O prefácio brasileiro por Hermano Vianna faz uma comparação certeira entre as pequenas histórias – são dezoito, por volta das dez páginas cada – com os haicais. Tal como a tradição da forma poética, os episódios geralmente exaltam algum aspecto da natureza; de repente, têm uma quebra, abrupta; ali, a narrativa quase sempre se fecha.

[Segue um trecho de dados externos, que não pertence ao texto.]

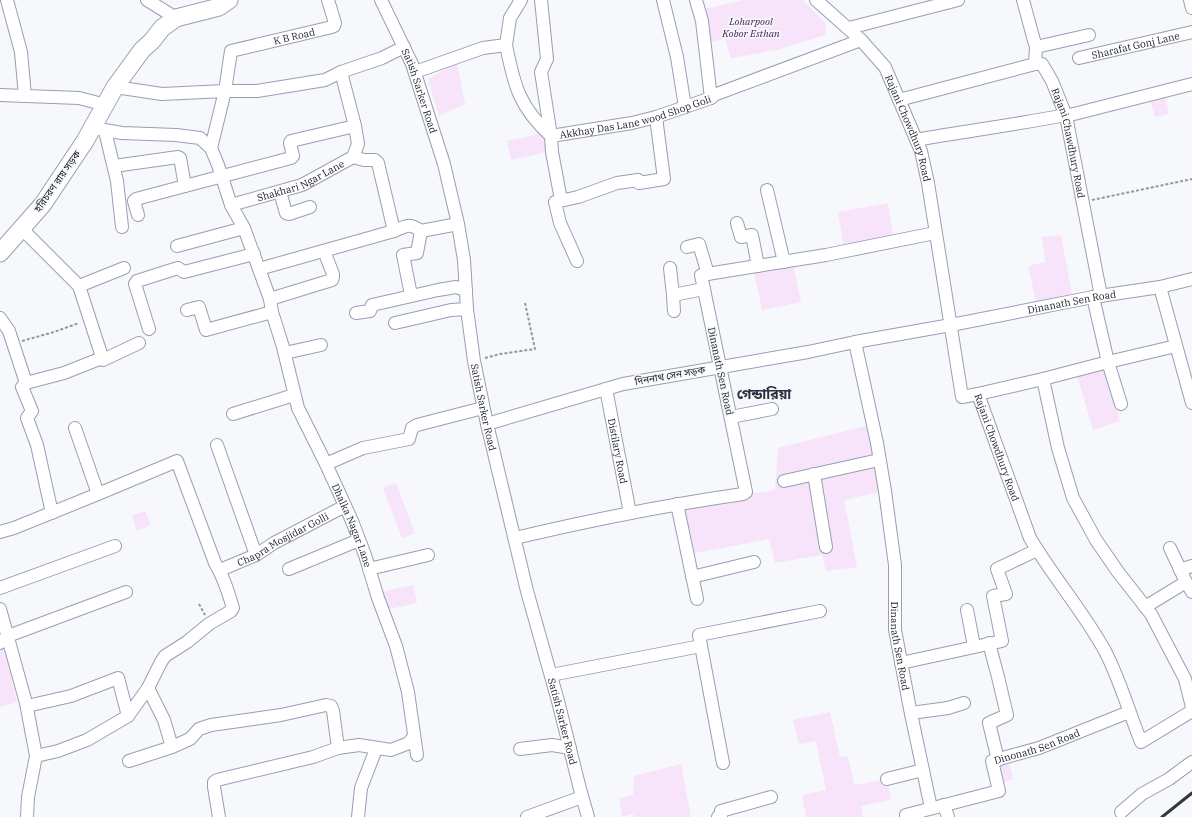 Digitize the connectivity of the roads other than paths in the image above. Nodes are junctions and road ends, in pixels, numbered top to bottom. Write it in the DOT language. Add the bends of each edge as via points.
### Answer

O personagem inominado de Taniguchi não caminha por exercício e geralmente caminha sem meta. Pode ser uma caminhada voltando do trabalho. Um passeio pela montanha ou pelo centro comercial. Visitar um parque, margear um rio. Caminhar bêbado. Ele nunca corre, tampouco usa tênis ou traje de esportista. Muitas vezes está com seu terno de sarariman.

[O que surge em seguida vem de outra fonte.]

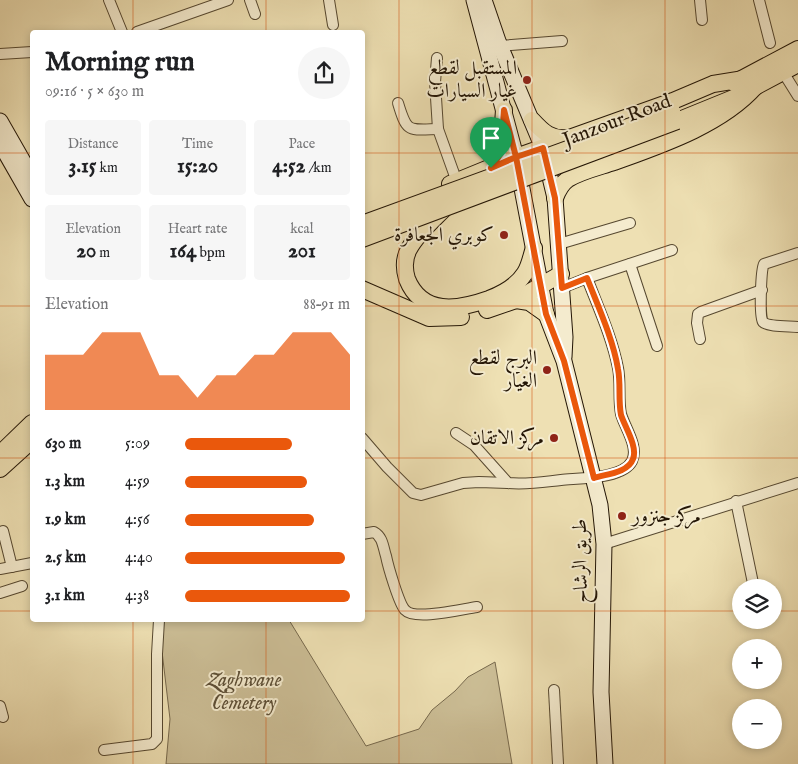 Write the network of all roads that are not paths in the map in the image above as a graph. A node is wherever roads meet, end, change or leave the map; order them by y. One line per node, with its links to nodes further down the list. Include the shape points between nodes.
1 (109, 0): 12 (street)
2 (228, 0): 13 (street)
3 (250, 0): 9 (street)
4 (329, 0): 11 (street)
5 (474, 0): 26 (main road)
6 (484, 0): 16 (main road)
7 (700, 0): 10 (street)
8 (759, 0): 15 (street)
9 (255, 14)
10 (702, 20)
11 (333, 25)
12 (121, 30)
13 (143, 30)
14 (562, 41): 16 (street)
15 (770, 43)
16 (500, 46): 28 (main road)
17 (798, 49): 23 (main road, Janzour Road)
18 (30, 52): 19 (street)
19 (0, 54)
20 (437, 58): 30 (street)
21 (798, 64): 22 (main road, Janzour Road)
22 (783, 72): 23 (main road, Janzour Road); 24 (street)
23 (749, 83): 27 (main road, Janzour Road); 31 (main road, via 713,84); 39 (main road, via 748,96 709,122 569,179 559,188)
24 (798, 96)
25 (398, 103): 30 (street, via 407,127 414,130)
26 (504, 110): 34 (main road); 35 (main road, via 501,153)
27 (675, 116): 40 (main road, Janzour Road, bridge); 42 (main road, Janzour Road, bridge)
28 (532, 120): 31 (main road, via 551,136); 33 (main road)
29 (0, 121): 36 (main road)
30 (438, 129): 37 (street)
31 (576, 137): 33 (main road)
32 (0, 143): 38 (main road)
33 (543, 148): 34 (main road); 39 (main road)
34 (516, 157): 35 (main road); 46 (main road)
35 (491, 168): 37 (main road)
36 (30, 174)
37 (457, 182): 41 (main road)
38 (30, 196)
39 (555, 198): 45 (main road)
40 (444, 209): 44 (main road, Janzour Road, bridge); 46 (main road, via 414,243 405,260 405,273 417,296 434,306 454,308 476,304 508,290 526,272)
41 (365, 217)
42 (365, 223)
43 (630, 223): 45 (street)
44 (365, 238)
45 (559, 244): 51 (main road)
46 (534, 248): 52 (main road)
47 (672, 250): 49 (street)
48 (798, 253): 54 (street, via 764,264)
49 (630, 264): 50 (street); 59 (street)
50 (587, 278): 51 (street); 67 (street, via 618,369 621,412 634,453 630,465 623,470)
51 (561, 281): 52 (main road); 60 (main road)
52 (541, 286): 55 (main road); 56 (main road)
53 (365, 290): 55 (main road, via 429,318 473,316)
54 (762, 290): 57 (street, via 760,315 764,322); 58 (street, via 698,314)
55 (516, 300): 56 (main road, via 529,302)
56 (546, 314): 60 (main road)
57 (798, 327)
58 (700, 339)
59 (657, 346)
60 (564, 361): 67 (main road, طريق الرشاح)
61 (30, 425): 65 (main road)
62 (456, 433): 68 (street, via 474,445)
63 (30, 442): 66 (main road)
64 (365, 442): 68 (street, via 412,493 440,491 463,483)
65 (0, 454)
66 (0, 469)
67 (594, 478): 68 (street, via 536,484); 73 (main road, طريق الرشاح)
68 (508, 483)
69 (798, 483): 70 (street)
70 (736, 501): 73 (street); 77 (street)
71 (3, 531): 75 (street)
72 (365, 534): 80 (street, via 374,532 381,538 404,610 422,615)
73 (604, 544): 87 (main road, طريق الرشاح, via 601,692)
74 (30, 563): 75 (street)
75 (12, 566): 76 (street)
76 (0, 569)
77 (752, 579)
78 (22, 586): 79 (street)
79 (0, 593)
80 (477, 607)
81 (159, 622): 85 (street, via 157,739 152,744)
82 (554, 690): 86 (street)
83 (0, 706): 84 (street)
84 (3, 717)
85 (104, 750)
86 (558, 764)
87 (605, 764)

A caminhada pode ter um propósito, como levar o cachorro para passear ou carregar uma tela de junco da loja até em casa. Faz parte das caminhadas parar quando bem se entende – para subir numa árvore e admirar o poente, para tomar água da torneira, para invadir a piscina pública depois do horário. Para ler um livro num café.

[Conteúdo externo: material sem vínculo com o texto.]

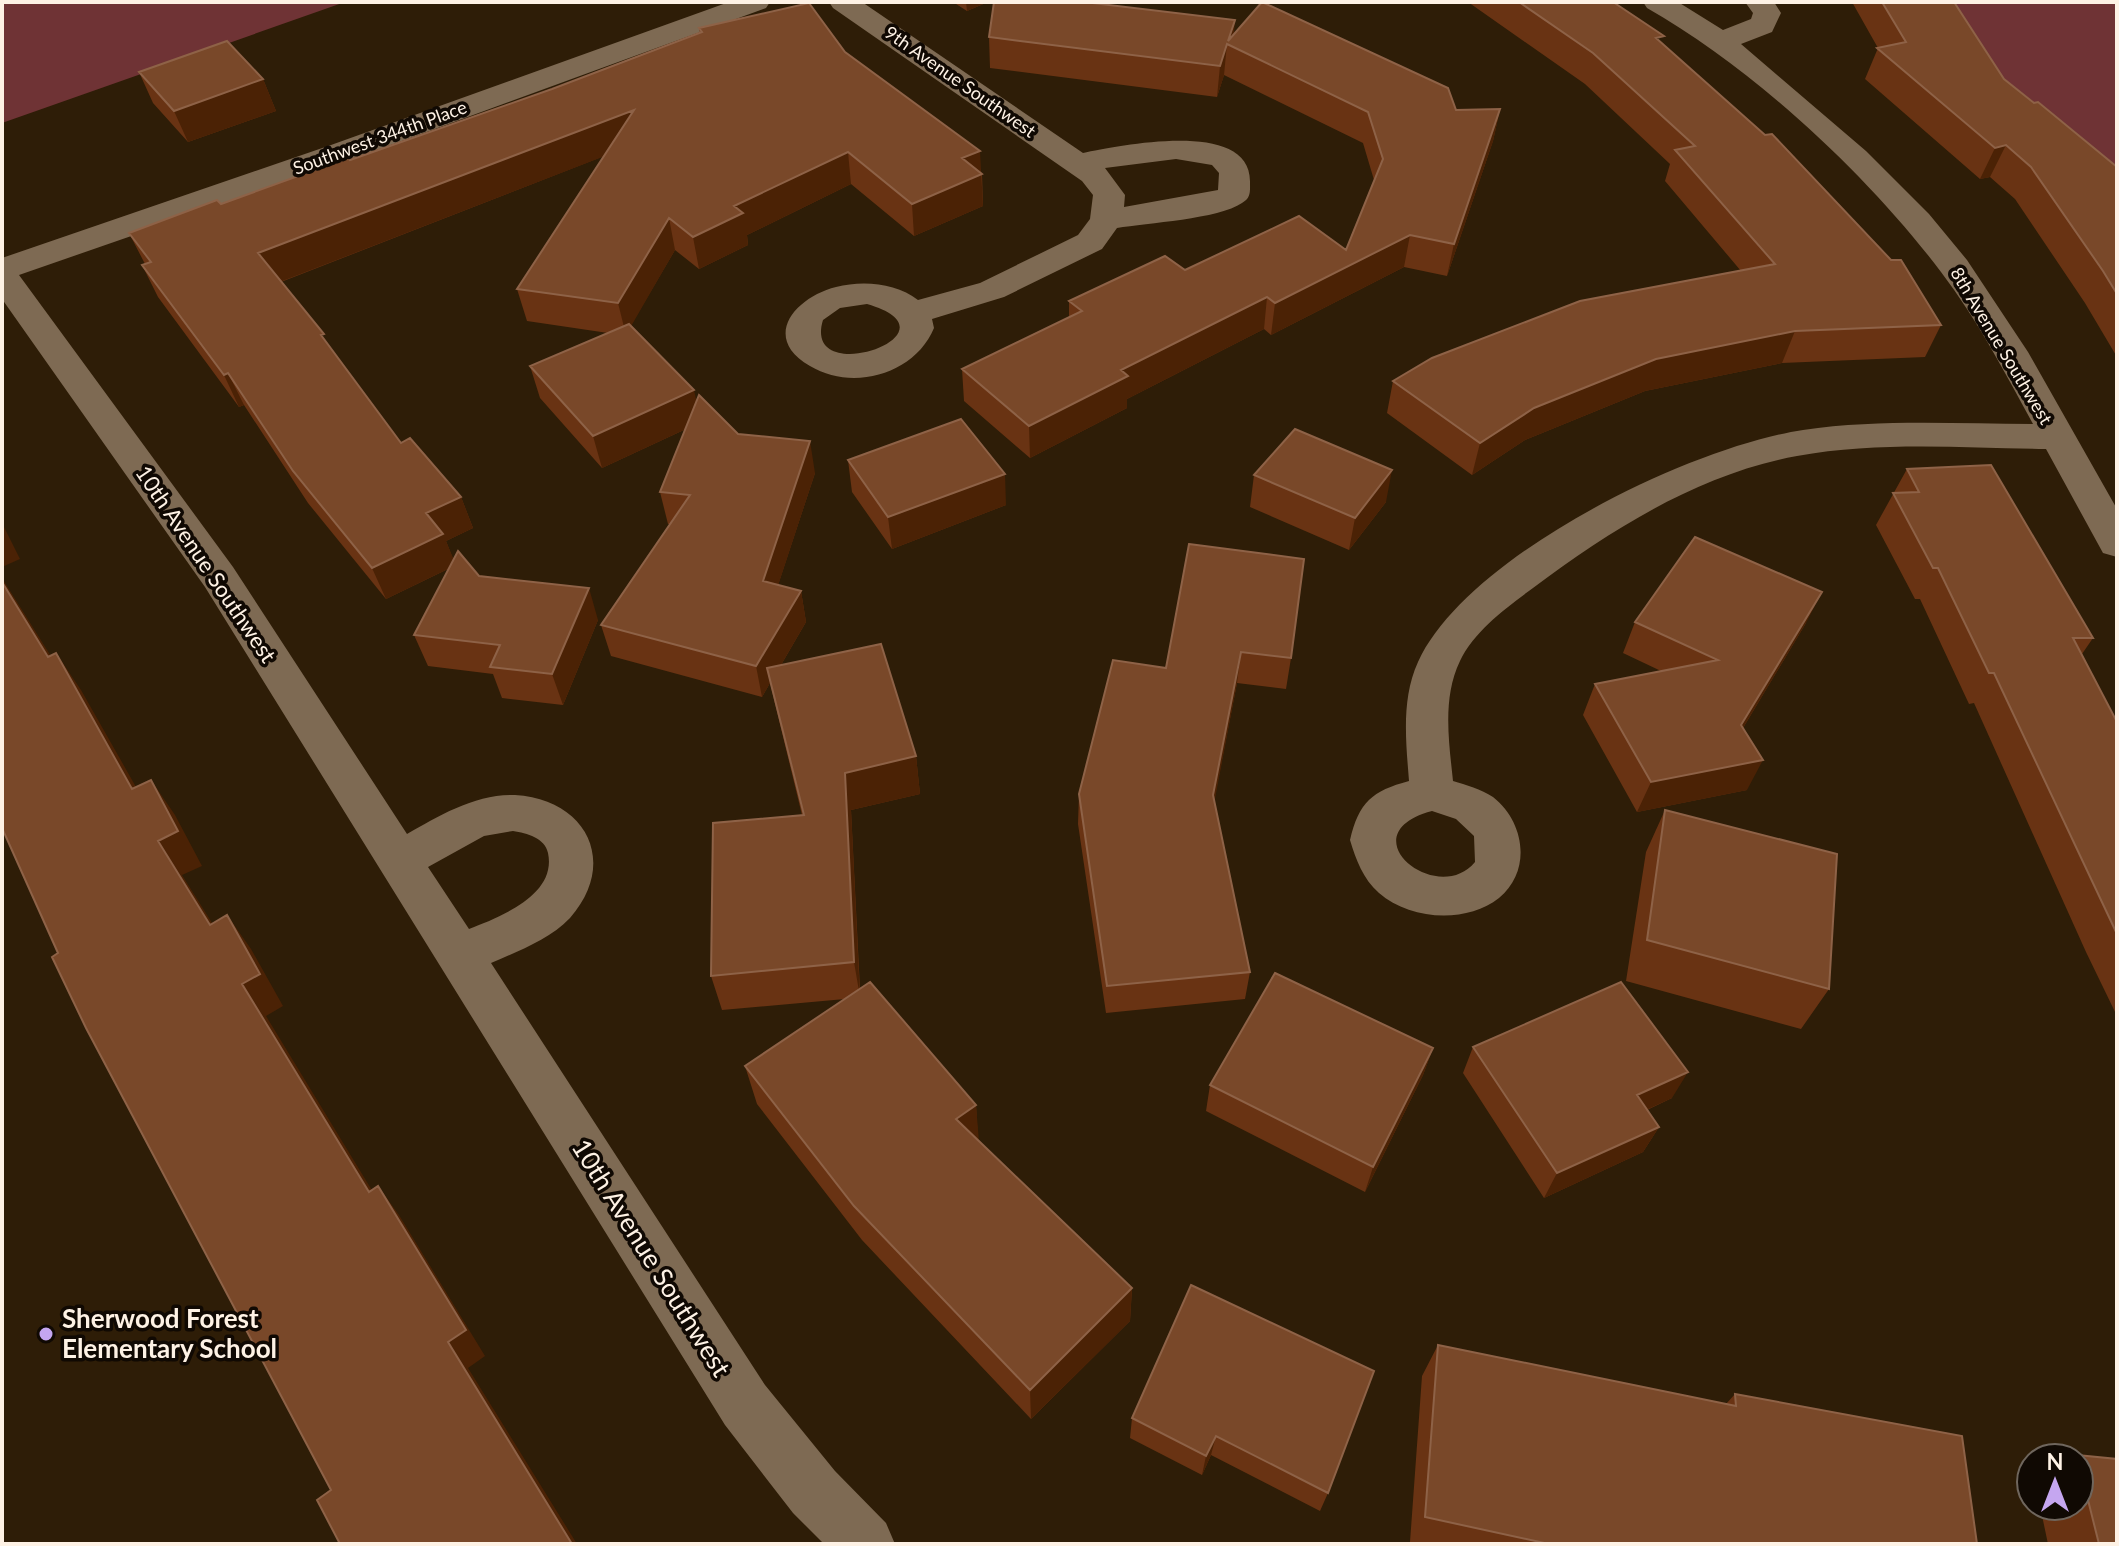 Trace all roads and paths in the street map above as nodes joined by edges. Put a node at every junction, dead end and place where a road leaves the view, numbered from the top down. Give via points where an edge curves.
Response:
1 (756, 2) edge
2 (843, 2) edge
3 (1657, 2) edge
4 (1759, 2) edge
5 (1718, 40) junction
6 (1077, 163) junction
7 (1106, 220) junction
8 (2, 272) edge
9 (913, 313) dead end
10 (2056, 437) junction
11 (2117, 543) edge
12 (1432, 793) dead end
13 (399, 861) junction
14 (459, 955) junction
15 (865, 1544) edge

1 - 8 street, Southwest 344th Place
2 - 6 street, 9th Avenue Southwest
3 - 5 street, 8th Avenue Southwest
4 - 5 street via 1767,13 1761,27
5 - 10 street, 8th Avenue Southwest via 1842,145 1935,240 1973,292
6 - 7 street, 9th Avenue Southwest via 1109,195
6 - 7 street via 1194,150 1219,154 1234,169 1234,195 1220,202
7 - 9 street via 1090,242 992,290
8 - 13 street, 10th Avenue Southwest via 219,577
10 - 11 street, 8th Avenue Southwest
10 - 12 street via 1834,439 1765,450 1635,500 1508,585 1451,642 1439,660 1429,704
13 - 14 street, 10th Avenue Southwest
13 - 14 street via 469,824 505,814 541,818 559,828 570,844 574,864 568,885 553,905
14 - 15 street, 10th Avenue Southwest via 745,1405 814,1492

No episódio de maior “ação”, nosso personagem depara-se com outro homem caminhante e os dois entram em uma disputa de velocidade – tácita, serena, cavalheiresca. Ao fim, resolvem caminhar juntos. Os episódios têm pouquíssimas falas, mas, neste, Taniguchi não usa palavra nenhuma.
LINHA CLARA – Depois de vários prêmios no Japão e na Europa, Taniguchi foi alçado a Cavaleiro das Ordem das Artes e das Letras da França em 2011. Um dos motivos pelo encanto do cerne do quadrinho europeu com o japonês era seu desenho, herdeiro da “linha clara” – traços limpos e quase sem sombra, com tramas igualmente límpidas, parte da tradição franco-belga de HQ.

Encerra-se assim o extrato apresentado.